Sur les 5 dates que nous avons vérifiées, le mode opératoire est le même. Vous quittez le travail sans badger et votre manager corrige votre « oubli ». Cependant, et comme évoqué plus haut, vos heures de départ ne correspondent pas a celles indiquées sur GTA et l'écart constaté représente presque 6 heures sur ces 5 jours.
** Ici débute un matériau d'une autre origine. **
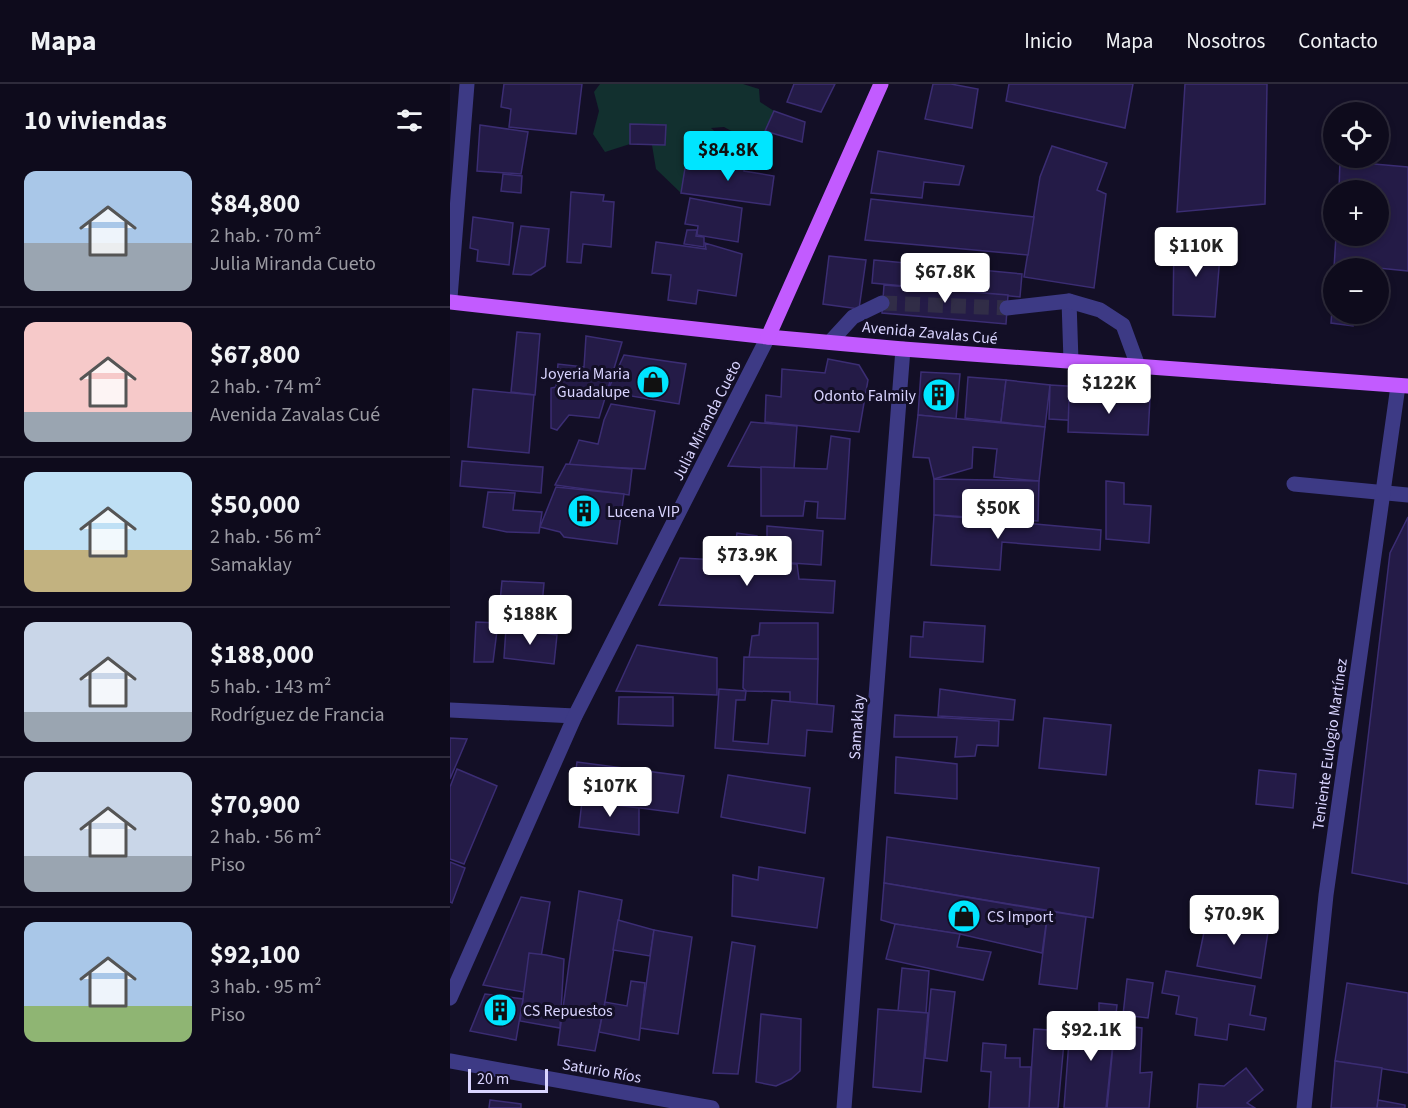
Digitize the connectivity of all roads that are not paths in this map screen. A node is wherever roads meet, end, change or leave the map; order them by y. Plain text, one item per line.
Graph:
1 (467, 84) edge
2 (881, 84) edge
3 (450, 300) edge
4 (1069, 301) junction
5 (882, 303) tunnel mouth
6 (1007, 308) tunnel mouth
7 (768, 337) junction
8 (830, 342) junction
9 (903, 349) junction
10 (1071, 361) junction
11 (1138, 366) junction
12 (1403, 386) edge
13 (1294, 484) dead end
14 (1383, 493) junction
15 (1408, 495) edge
16 (450, 710) edge
17 (575, 716) junction
18 (450, 998) edge
19 (450, 1061) edge
20 (712, 1108) edge
21 (844, 1108) edge
22 (1304, 1108) edge

1 - 3 street
2 - 7 main road, Julia Miranda Cueto
3 - 7 main road, Avenida Zavalas Cué
4 - 6 street
4 - 10 street
4 - 11 street
5 - 8 street
7 - 8 main road, Avenida Zavalas Cué
7 - 17 street, Julia Miranda Cueto
8 - 9 main road, Avenida Zavalas Cué
9 - 10 main road, Avenida Zavalas Cué
9 - 21 street, Samaklay
10 - 11 main road, Avenida Zavalas Cué
11 - 12 main road, Avenida Zavalas Cué
12 - 14 street, Teniente Eulogio Martínez
13 - 14 street
14 - 15 street
14 - 22 street, Teniente Eulogio Martínez
16 - 17 street
17 - 18 street, Julia Miranda Cueto
19 - 20 street, Saturio Ríos

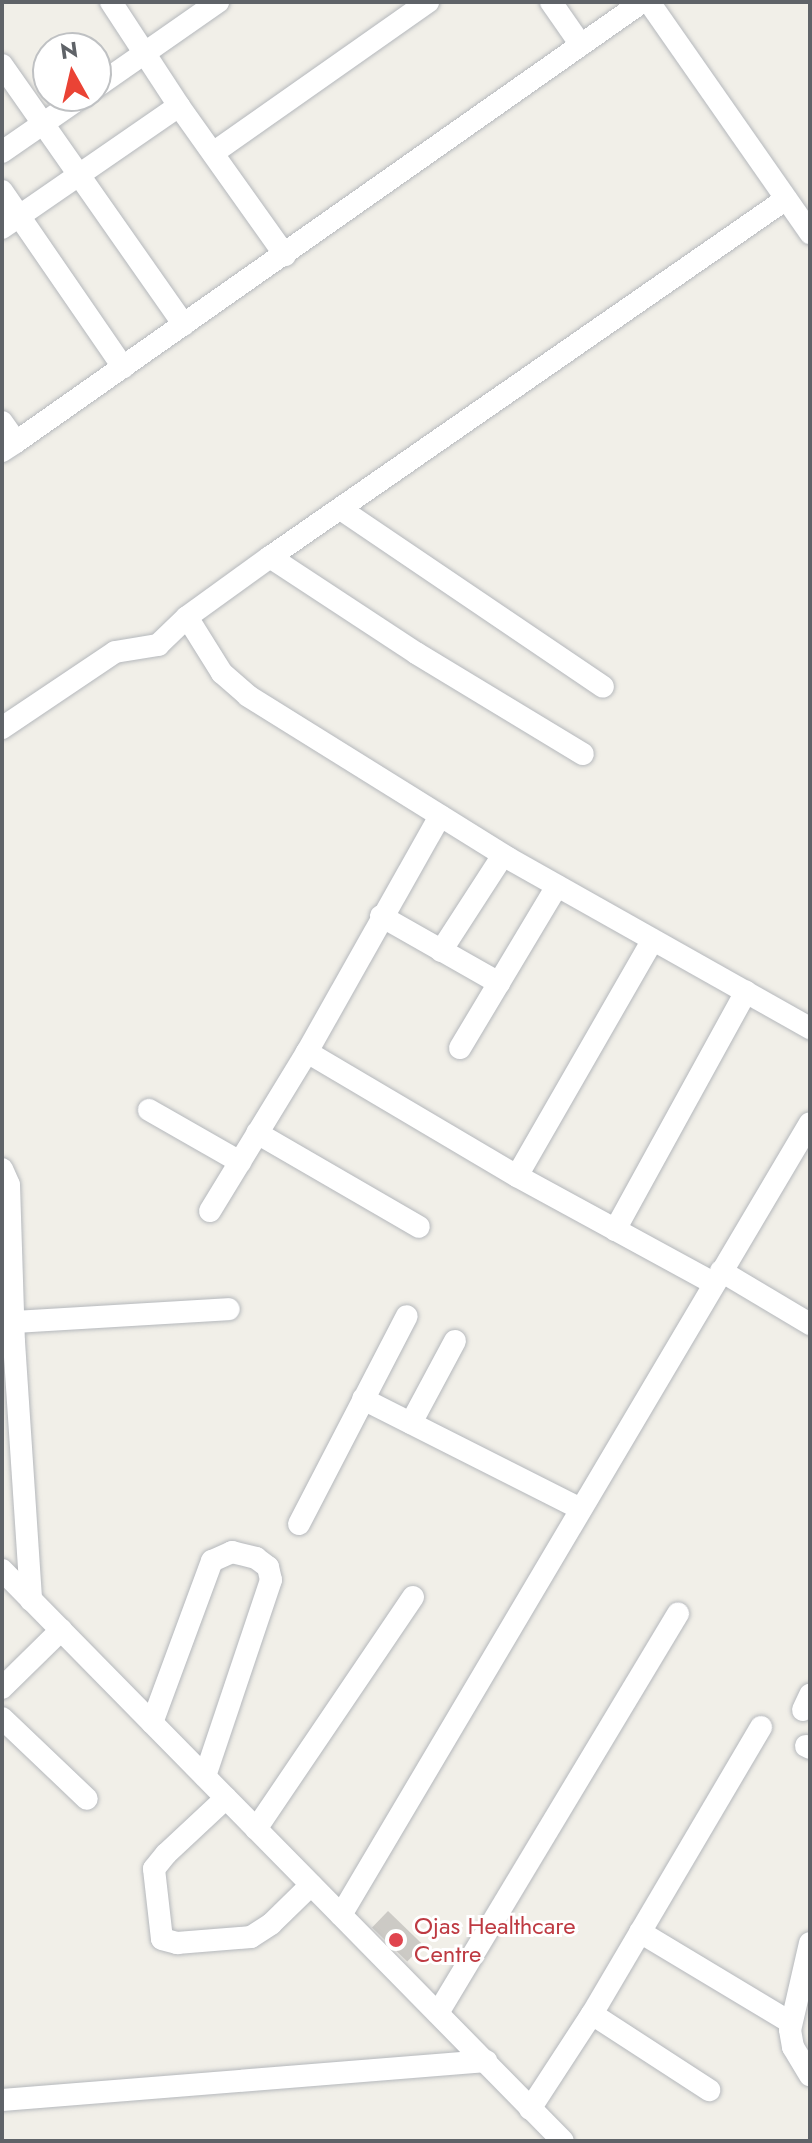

Nous avons également constaté que vos collègues de l'équipe partent beaucoup plus tard que vous, tout en badgeant eux même leur sortie de l'Entreprise.

Vous ne pouvez ignorer qu'en agissant de la sorte, vous gonflez frauduleusement votre compteur de modulation puisque vous déclarez plus d'heures que vous n'en faites réellement en bénéficiant néanmoins de votre rémunération habituelle at des majorations d'heures de nuit non effectuées.

En outre, en ce qui concerne votre obligation de badgeage, nous avons effectué une nouvelle extraction des données entre le 28 septembre 2015 et le 17 janvier 2016.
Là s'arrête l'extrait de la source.